Ingredients
DOUGH
- 1 cup warm milk (about 110°F.)
- 3 large eggs, slightly beaten
- 1 3/4 teaspoons salt
- 1 cup sugar
- 1/3 cup butter, room temperature
- 6 1/2 cups all-purpose flour
- 4 teaspoons bread machine yeast
FILLING
- 1/4 cup butter, softened
- 1 cup packed brown sugar
- 1 Tablespoon ground cinnamon
EGG WASH
- 1 large egg
- 1 Tablespoon water
ICING
- 3 ounces cream cheese
- 3 Tablespoons butter, room temperature
- 1 cup confectioner’s sugar
- 1 teaspoon vanilla extract
- Pinch salt
- Green, purple and gold sprinkles
Directions
- Place all ingredients for dough in the breadmaker pan in order listed.
- Choose the Dough Cycle. Press Start.
- At the end of the Dough cycle, remove the dough from the breadmaker. Press and hold the START/STOP button for several seconds to end the cycle.
- Place on floured counter and let the dough rest for 10 minutes
- Roll dough to a large rectangle about 12"x24". Cut dough down center to form 2 long strips.
- Spread with softened butter, leaving 1/2-inch edge around edges of strips.
- Mix the brown sugar and cinnamon and sprinkle over butter.
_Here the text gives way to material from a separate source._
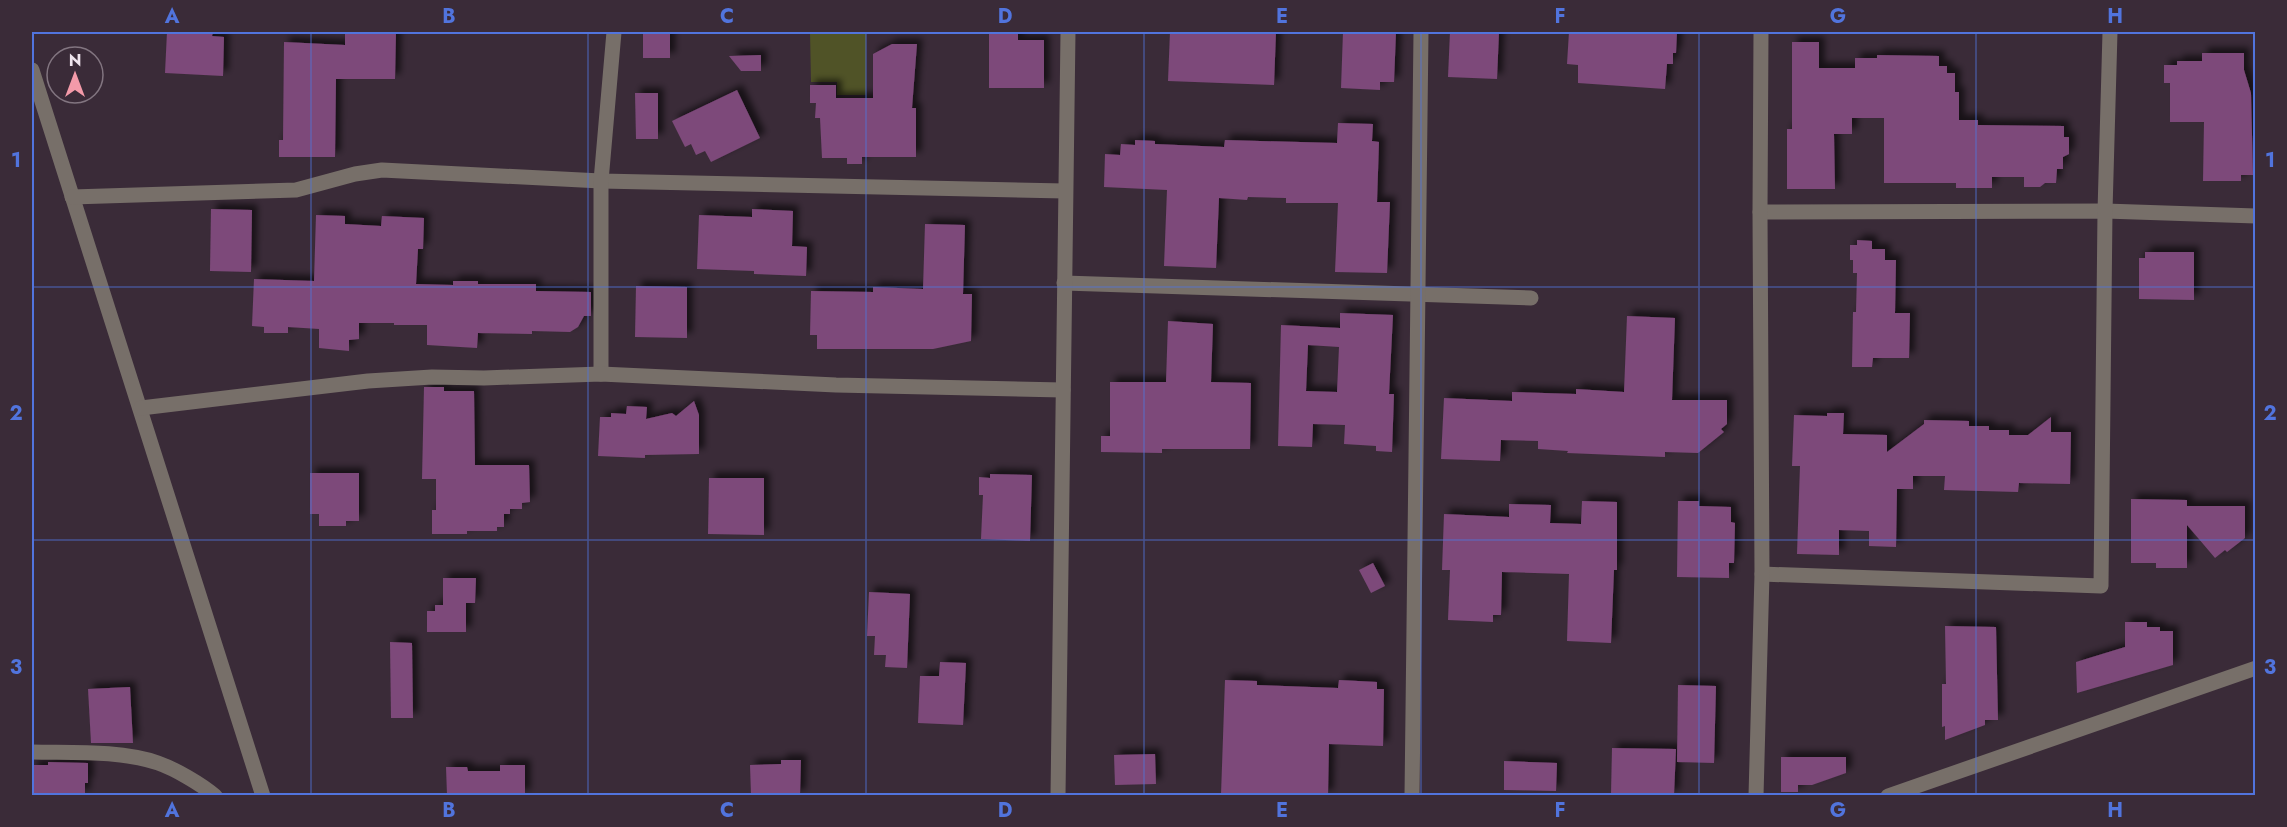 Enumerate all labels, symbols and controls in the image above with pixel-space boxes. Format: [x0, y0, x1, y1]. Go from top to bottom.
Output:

Mix remaining egg with 1 tablespoon water. Brush edge of strips.
- Roll up each strip of dough from the longest side. Press edge with egg wash to roll to seal. Twist rolls together.
- Place on greased cookie sheet. Form into a circle and pinch ends together.
- Cover with parchment paper and let rise until almost doubled, about 1 1/2 hours.
- Heat oven to 350°F.
- Brush ring with egg wash.
- Bake for 20 to 25 minutes, or light golden brown.
- Let cool.
- For icing, beat cream cheese, butter, confectioner’s sugar, vanilla and salt until smooth. Spread over top of slightly warm cake. Sprinkle with colored sprinkles.